● What is being asked: Go through the entries below and return every line that contains "Velimira".
· · · · · · ·
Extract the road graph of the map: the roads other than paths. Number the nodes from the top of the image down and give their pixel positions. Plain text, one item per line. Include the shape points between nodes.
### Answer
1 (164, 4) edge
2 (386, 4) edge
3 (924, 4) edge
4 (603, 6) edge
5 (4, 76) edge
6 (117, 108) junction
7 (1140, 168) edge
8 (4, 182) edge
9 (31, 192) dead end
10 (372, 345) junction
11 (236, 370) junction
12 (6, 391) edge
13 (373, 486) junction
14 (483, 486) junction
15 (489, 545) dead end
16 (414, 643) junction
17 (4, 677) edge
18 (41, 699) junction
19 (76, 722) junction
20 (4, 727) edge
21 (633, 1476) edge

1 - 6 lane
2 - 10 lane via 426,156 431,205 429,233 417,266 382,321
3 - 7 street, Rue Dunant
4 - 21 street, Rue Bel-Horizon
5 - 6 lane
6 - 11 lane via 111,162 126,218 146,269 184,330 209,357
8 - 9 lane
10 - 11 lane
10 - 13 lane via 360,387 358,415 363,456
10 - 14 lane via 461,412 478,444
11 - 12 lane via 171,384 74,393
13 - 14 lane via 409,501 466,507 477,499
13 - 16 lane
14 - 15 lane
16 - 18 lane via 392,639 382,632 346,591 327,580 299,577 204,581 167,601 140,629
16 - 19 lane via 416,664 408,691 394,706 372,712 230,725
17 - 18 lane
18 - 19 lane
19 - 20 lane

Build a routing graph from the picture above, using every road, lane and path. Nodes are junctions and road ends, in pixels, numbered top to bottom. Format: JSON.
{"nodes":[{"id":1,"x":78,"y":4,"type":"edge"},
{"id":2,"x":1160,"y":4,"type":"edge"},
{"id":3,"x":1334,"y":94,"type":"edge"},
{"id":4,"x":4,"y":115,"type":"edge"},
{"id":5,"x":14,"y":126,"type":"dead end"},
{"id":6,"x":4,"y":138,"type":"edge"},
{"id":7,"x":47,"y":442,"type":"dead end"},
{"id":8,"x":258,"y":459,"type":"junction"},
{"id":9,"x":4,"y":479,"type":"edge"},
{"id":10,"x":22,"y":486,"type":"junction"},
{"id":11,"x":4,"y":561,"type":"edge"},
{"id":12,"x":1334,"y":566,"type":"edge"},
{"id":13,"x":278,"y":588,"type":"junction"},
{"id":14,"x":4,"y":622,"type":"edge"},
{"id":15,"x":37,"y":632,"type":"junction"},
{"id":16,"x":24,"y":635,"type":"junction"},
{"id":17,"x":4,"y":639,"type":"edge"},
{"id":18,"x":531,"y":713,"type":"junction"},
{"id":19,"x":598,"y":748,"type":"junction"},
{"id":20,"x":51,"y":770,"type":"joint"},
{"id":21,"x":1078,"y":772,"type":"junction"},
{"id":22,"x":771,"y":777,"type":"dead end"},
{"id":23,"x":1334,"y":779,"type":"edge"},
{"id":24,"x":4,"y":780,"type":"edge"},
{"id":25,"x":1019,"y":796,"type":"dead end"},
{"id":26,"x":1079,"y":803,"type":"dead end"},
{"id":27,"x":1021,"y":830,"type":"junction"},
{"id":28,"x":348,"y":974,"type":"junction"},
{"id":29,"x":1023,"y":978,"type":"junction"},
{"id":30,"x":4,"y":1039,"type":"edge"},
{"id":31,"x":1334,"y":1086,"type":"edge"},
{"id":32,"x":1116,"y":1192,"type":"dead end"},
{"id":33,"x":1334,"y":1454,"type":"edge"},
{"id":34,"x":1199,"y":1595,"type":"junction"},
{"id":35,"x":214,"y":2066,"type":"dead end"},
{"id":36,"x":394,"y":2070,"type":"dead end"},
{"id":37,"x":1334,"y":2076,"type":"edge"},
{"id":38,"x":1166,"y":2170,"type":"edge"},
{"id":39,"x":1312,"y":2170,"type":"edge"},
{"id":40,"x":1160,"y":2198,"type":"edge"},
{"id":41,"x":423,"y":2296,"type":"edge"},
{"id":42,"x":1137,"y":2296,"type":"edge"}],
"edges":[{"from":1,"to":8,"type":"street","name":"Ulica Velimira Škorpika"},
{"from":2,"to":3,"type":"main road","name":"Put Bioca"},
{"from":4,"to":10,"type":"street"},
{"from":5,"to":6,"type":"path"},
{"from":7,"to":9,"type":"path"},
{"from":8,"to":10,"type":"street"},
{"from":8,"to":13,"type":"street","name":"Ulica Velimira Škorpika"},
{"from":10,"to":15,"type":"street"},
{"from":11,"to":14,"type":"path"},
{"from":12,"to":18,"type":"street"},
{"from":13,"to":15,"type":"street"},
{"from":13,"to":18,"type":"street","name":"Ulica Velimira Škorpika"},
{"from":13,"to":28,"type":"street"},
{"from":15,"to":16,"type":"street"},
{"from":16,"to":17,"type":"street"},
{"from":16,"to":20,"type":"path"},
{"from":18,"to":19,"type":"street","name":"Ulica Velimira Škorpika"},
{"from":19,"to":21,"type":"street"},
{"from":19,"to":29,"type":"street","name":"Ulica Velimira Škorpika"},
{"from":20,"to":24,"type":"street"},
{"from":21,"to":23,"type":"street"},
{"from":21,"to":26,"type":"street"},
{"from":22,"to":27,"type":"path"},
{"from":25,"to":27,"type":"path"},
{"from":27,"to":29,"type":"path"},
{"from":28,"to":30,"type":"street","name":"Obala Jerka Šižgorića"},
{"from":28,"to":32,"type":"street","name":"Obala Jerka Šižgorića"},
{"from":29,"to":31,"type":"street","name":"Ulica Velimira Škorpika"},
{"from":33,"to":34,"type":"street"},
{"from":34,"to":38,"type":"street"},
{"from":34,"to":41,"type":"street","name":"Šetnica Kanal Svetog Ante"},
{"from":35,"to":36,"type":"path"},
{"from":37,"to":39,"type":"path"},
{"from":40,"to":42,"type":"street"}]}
· · · · · · ·
● Written response:
"edges":[{"from":1,"to":8,"type":"street","name":"Ulica Velimira Škorpika"},
{"from":8,"to":13,"type":"street","name":"Ulica Velimira Škorpika"},
{"from":13,"to":18,"type":"street","name":"Ulica Velimira Škorpika"},
{"from":18,"to":19,"type":"street","name":"Ulica Velimira Škorpika"},
{"from":19,"to":29,"type":"street","name":"Ulica Velimira Škorpika"},
{"from":29,"to":31,"type":"street","name":"Ulica Velimira Škorpika"},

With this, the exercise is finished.